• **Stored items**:
┌──

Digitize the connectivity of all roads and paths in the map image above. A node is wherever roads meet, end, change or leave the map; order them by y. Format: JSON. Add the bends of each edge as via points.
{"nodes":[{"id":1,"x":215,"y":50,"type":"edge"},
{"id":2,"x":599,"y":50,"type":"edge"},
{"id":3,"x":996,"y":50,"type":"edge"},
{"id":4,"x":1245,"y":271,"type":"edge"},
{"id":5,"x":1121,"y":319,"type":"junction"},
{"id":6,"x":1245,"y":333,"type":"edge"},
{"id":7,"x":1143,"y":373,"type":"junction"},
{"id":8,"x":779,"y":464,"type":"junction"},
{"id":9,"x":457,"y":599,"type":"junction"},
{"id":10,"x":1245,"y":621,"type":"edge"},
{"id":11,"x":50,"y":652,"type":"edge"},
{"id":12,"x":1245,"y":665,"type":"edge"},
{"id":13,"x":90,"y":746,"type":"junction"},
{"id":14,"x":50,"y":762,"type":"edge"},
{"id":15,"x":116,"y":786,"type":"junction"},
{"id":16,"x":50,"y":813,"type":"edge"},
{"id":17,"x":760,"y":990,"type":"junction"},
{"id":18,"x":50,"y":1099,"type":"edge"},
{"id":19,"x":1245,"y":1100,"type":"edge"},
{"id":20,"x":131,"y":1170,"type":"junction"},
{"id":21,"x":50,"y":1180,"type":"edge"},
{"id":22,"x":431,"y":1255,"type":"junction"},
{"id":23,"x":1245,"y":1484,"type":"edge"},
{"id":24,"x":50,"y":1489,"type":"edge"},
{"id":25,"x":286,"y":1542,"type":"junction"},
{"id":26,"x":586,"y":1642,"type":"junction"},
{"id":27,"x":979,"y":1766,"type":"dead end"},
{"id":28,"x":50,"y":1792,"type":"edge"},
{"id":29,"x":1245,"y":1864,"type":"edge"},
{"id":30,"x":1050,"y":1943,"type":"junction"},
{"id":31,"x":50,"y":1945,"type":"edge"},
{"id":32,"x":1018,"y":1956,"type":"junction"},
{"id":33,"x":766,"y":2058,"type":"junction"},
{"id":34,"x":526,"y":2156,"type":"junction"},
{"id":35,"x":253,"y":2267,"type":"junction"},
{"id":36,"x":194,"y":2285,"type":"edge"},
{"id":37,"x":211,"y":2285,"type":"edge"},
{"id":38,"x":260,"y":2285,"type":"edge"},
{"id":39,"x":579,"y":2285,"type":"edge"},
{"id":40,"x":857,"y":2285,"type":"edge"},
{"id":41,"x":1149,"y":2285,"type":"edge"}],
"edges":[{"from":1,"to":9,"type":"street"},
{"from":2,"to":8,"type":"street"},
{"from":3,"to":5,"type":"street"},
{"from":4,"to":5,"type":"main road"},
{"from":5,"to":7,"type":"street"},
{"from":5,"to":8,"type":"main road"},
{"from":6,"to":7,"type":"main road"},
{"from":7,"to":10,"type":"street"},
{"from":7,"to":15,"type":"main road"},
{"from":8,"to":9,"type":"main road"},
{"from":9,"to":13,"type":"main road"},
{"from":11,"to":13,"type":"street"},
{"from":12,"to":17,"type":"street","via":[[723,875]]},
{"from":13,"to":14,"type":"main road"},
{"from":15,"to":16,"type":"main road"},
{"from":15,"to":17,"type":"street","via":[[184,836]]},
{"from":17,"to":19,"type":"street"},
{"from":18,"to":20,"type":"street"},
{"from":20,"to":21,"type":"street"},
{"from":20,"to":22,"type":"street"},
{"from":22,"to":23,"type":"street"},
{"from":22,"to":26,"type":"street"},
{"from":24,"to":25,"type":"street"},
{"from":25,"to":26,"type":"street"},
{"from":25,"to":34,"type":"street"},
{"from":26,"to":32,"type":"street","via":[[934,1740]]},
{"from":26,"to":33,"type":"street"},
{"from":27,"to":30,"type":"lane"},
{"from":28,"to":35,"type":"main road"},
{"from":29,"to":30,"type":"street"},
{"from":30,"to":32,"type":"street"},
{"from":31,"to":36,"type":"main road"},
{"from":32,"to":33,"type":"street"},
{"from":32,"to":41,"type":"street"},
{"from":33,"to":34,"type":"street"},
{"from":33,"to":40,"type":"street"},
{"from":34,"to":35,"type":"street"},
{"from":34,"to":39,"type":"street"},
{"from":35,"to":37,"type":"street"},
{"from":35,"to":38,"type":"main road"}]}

└──

• **GOAL OF THE EXERCISE**:
Scan the records for the string "main". Copy each line in which it appears.

• **RESULT FOR THIS TASK**:
{"from":4,"to":5,"type":"main road"},
{"from":5,"to":8,"type":"main road"},
{"from":6,"to":7,"type":"main road"},
{"from":7,"to":15,"type":"main road"},
{"from":8,"to":9,"type":"main road"},
{"from":9,"to":13,"type":"main road"},
{"from":13,"to":14,"type":"main road"},
{"from":15,"to":16,"type":"main road"},
{"from":28,"to":35,"type":"main road"},
{"from":31,"to":36,"type":"main road"},
{"from":35,"to":38,"type":"main road"}]}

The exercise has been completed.